(AA) – South Sudanese Justice Minister Paulino Wanawila said that a new national security law – which has met with objections from the country’s opposition – had come into effect despite President Salva Kiir’s decision not to endorse it.
Under the country’s transitional constitution, Wanawila told The Anadolu Agency, any bill endorsed by parliament comes into effect after 30 days – even if the president doesn’t sign it.
The law was approved by parliament last October and referred to the president for endorsement, Wanawila told AA.
The president made some observations about the law before referring it back to parliament for amendment, he added.
Yet a parliamentary recess hindered the process and the law came into effect in accordance with the transitional charter, he said.

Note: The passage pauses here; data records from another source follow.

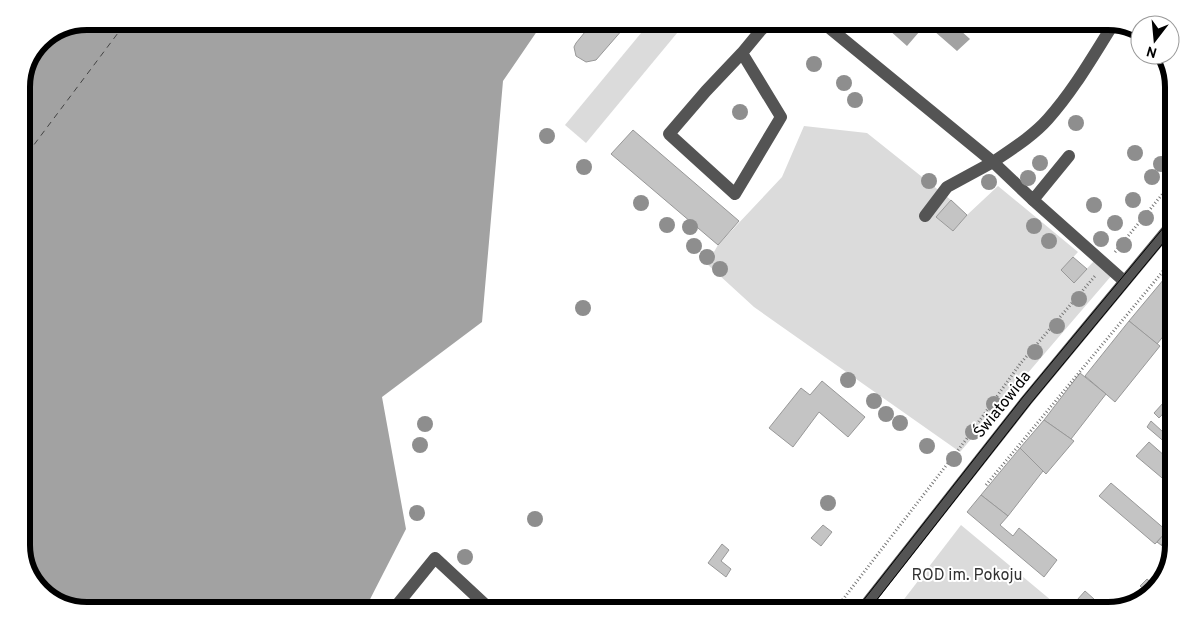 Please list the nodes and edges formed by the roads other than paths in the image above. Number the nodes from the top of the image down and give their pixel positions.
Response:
1 (761, 30) edge
2 (832, 30) edge
3 (1109, 30) edge
4 (742, 53) junction
5 (1069, 156) dead end
6 (993, 162) junction
7 (1033, 200) junction
8 (925, 216) dead end
9 (1165, 233) edge
10 (1124, 282) junction
11 (399, 602) edge
12 (482, 602) edge
13 (868, 602) edge

1 - 4 street
2 - 6 street
3 - 6 street
4 - 4 street
5 - 7 street
6 - 7 street
6 - 8 street
7 - 10 street
9 - 10 street, Światowida
10 - 13 street, Światowida
11 - 12 street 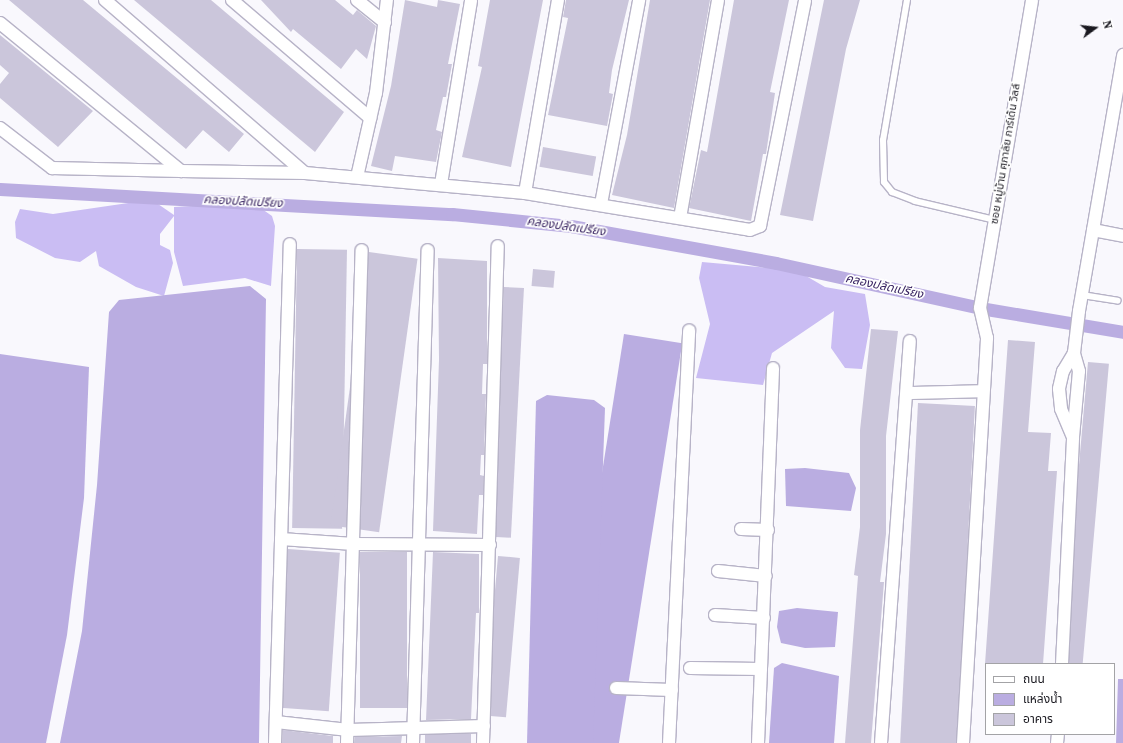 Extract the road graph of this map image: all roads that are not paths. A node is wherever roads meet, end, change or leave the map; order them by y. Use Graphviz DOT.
graph roads {
  1 [pos="105,0"];
  2 [pos="232,0"];
  3 [pos="357,0"];
  4 [pos="387,0"];
  5 [pos="471,0"];
  6 [pos="558,0"];
  7 [pos="640,0"];
  8 [pos="718,0"];
  9 [pos="805,0"];
  10 [pos="907,0"];
  11 [pos="1032,0"];
  12 [pos="0,23"];
  13 [pos="384,23"];
  14 [pos="1123,55"];
  15 [pos="370,118"];
  16 [pos="0,128"];
  17 [pos="181,171"];
  18 [pos="305,174"];
  19 [pos="356,177"];
  20 [pos="441,184"];
  21 [pos="525,193"];
  22 [pos="601,204"];
  23 [pos="680,218"];
  24 [pos="996,220"];
  25 [pos="1093,230"];
  26 [pos="1123,236"];
  27 [pos="290,244"];
  28 [pos="498,246"];
  29 [pos="362,250"];
  30 [pos="428,250"];
  31 [pos="1082,295"];
  32 [pos="1118,301"];
  33 [pos="689,330"];
  34 [pos="910,341"];
  35 [pos="1075,348"];
  36 [pos="773,368"];
  37 [pos="983,391"];
  38 [pos="908,392"];
  39 [pos="1073,437"];
  40 [pos="741,529"];
  41 [pos="768,530"];
  42 [pos="281,539"];
  43 [pos="354,544"];
  44 [pos="419,545"];
  45 [pos="490,545"];
  46 [pos="718,571"];
  47 [pos="766,576"];
  48 [pos="715,615"];
  49 [pos="764,618"];
  50 [pos="1062,663"];
  51 [pos="690,668"];
  52 [pos="761,669"];
  53 [pos="616,688"];
  54 [pos="672,690"];
  55 [pos="276,722"];
  56 [pos="484,726"];
  57 [pos="414,729"];
  58 [pos="349,730"];
  59 [pos="274,743"];
  60 [pos="348,743"];
  61 [pos="413,743"];
  62 [pos="483,743"];
  63 [pos="669,743"];
  64 [pos="758,743"];
  65 [pos="881,743"];
  66 [pos="963,743"];
  1 -- 18 [label="street"];
  2 -- 15 [label="street"];
  3 -- 13 [label="street"];
  4 -- 13 [label="street"];
  5 -- 20 [label="street"];
  6 -- 21 [label="street"];
  7 -- 22 [label="street"];
  8 -- 23 [label="street"];
  9 -- 23 [label="street"];
  10 -- 24 [label="lane"];
  11 -- 24 [label="street, ซอย หมู่บ้าน ศุภาลัย การ์เด้น วิลล์"];
  12 -- 17 [label="street"];
  13 -- 15 [label="street"];
  14 -- 25 [label="street"];
  15 -- 19 [label="street"];
  16 -- 17 [label="street"];
  17 -- 18 [label="street"];
  18 -- 19 [label="street"];
  19 -- 20 [label="street"];
  20 -- 21 [label="street"];
  21 -- 22 [label="street"];
  22 -- 23 [label="street"];
  24 -- 37 [label="street, ซอย หมู่บ้าน ศุภาลัย การ์เด้น วิลล์"];
  25 -- 26 [label="street"];
  25 -- 31 [label="street"];
  27 -- 42 [label="street"];
  28 -- 45 [label="street"];
  29 -- 43 [label="street"];
  30 -- 44 [label="street"];
  31 -- 32 [label="lane"];
  31 -- 35 [label="street"];
  33 -- 54 [label="street"];
  34 -- 38 [label="street"];
  35 -- 39 [label="street"];
  35 -- 39 [label="street"];
  36 -- 41 [label="street"];
  37 -- 38 [label="street"];
  37 -- 66 [label="street"];
  38 -- 65 [label="street"];
  39 -- 50 [label="street"];
  40 -- 41 [label="street"];
  41 -- 47 [label="street"];
  42 -- 43 [label="street"];
  42 -- 55 [label="street"];
  43 -- 44 [label="street"];
  43 -- 58 [label="street"];
  44 -- 45 [label="street"];
  44 -- 57 [label="street"];
  45 -- 56 [label="street"];
  46 -- 47 [label="street"];
  47 -- 49 [label="street"];
  48 -- 49 [label="street"];
  49 -- 52 [label="street"];
  51 -- 52 [label="street"];
  52 -- 64 [label="street"];
  53 -- 54 [label="street"];
  54 -- 63 [label="street"];
  55 -- 58 [label="street"];
  55 -- 59 [label="street"];
  56 -- 57 [label="street"];
  56 -- 62 [label="street"];
  57 -- 58 [label="street"];
  57 -- 61 [label="street"];
  58 -- 60 [label="street"];
}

“The law was referred back to parliament 33 days after being passed by the legislature, which means it comes into effect under the constitution,” he added.

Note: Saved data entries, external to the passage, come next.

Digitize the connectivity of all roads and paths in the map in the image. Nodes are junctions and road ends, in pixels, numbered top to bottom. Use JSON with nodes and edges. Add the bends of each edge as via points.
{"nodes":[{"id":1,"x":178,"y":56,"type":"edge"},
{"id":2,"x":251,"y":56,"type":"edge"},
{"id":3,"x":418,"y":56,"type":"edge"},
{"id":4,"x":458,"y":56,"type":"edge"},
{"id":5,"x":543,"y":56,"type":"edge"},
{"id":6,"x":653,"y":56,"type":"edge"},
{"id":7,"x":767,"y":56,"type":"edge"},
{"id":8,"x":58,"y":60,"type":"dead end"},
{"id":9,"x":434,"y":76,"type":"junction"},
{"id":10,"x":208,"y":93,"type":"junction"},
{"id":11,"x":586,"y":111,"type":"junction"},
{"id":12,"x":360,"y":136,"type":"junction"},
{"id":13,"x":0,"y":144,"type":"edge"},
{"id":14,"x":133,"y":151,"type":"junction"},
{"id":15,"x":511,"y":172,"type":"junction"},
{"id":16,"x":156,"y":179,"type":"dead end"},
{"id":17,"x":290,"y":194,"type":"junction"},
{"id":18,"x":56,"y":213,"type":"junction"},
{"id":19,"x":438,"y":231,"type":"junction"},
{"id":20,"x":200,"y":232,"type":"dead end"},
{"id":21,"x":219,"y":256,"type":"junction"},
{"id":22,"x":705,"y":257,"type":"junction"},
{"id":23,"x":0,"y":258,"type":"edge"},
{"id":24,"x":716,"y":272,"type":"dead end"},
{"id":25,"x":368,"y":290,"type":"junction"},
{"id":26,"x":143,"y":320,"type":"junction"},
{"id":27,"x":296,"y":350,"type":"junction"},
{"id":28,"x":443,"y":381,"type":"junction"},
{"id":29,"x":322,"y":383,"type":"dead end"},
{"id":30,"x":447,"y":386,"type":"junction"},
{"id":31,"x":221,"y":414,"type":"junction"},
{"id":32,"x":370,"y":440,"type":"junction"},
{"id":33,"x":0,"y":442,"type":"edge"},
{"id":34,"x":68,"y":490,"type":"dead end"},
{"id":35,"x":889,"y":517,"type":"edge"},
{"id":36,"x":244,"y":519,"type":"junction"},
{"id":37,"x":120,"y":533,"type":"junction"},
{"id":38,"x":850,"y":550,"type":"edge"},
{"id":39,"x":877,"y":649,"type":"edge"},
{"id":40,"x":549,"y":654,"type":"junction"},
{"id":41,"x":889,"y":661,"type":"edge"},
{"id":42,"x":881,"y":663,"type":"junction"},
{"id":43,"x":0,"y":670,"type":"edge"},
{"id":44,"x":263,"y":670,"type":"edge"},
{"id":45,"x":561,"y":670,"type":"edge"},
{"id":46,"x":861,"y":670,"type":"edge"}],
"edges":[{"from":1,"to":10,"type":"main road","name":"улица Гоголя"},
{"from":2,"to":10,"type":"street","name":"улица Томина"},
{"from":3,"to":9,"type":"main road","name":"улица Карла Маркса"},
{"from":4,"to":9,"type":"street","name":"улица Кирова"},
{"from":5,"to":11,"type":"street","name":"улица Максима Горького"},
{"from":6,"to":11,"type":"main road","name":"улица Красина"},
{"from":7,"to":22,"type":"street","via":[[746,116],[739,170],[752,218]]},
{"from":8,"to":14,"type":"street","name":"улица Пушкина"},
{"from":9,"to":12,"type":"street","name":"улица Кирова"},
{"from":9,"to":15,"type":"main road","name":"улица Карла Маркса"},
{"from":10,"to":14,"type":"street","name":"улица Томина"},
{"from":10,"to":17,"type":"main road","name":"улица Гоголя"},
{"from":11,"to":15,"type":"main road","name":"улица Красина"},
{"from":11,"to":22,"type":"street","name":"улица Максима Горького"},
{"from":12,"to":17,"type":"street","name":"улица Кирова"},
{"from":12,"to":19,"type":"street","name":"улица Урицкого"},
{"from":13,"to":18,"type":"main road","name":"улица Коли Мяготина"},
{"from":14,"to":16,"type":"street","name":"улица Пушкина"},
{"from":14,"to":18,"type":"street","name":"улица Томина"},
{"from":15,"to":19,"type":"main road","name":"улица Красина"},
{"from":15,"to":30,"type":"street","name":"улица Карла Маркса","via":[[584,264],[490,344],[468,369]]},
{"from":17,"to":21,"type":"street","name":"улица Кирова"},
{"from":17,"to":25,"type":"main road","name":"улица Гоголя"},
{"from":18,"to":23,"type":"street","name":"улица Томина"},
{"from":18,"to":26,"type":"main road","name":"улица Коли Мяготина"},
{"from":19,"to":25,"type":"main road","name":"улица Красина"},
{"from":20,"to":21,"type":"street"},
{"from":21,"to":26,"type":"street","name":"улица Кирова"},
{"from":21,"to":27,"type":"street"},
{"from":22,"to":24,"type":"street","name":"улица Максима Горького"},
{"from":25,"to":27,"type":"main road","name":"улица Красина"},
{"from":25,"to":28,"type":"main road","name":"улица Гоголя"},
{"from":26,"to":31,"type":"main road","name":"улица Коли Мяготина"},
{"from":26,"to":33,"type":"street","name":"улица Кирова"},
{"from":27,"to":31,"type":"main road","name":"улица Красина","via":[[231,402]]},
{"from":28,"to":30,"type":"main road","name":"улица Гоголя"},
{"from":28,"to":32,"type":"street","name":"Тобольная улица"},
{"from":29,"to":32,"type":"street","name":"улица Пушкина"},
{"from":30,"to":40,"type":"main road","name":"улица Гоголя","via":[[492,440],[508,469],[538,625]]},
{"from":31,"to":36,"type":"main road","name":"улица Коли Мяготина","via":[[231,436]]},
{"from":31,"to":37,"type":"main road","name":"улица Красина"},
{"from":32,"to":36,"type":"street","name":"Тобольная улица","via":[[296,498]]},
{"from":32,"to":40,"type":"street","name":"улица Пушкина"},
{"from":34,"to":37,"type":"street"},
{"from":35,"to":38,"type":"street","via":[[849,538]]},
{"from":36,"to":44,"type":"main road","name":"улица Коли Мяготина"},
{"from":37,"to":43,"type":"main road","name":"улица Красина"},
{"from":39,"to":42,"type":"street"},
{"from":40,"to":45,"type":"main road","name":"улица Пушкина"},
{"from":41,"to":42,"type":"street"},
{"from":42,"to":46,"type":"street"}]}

The bill, which gives the authorities the power to arrest without first obtaining judicial warrants, was decried by the opposition, which said it threatened to infringe on human rights.
The bill states: “Any person who is found committing any one of the offences against the State as provided under Section 5 of this bill, or who is reasonably suspected of having committed – or of having attempted to commit or of being about to commit – such an offense may be arrested without warrant by any officer and detained.”
Offences mentioned in Section 5 of the bill include activities related to espionage, sabotage, terrorism, subversion, or an intention to engage in any such activity directed against or considered detrimental to the national interest.
It also includes among the offences any activity aimed at undermining or overthrowing South Sudan’s constitutionally established government.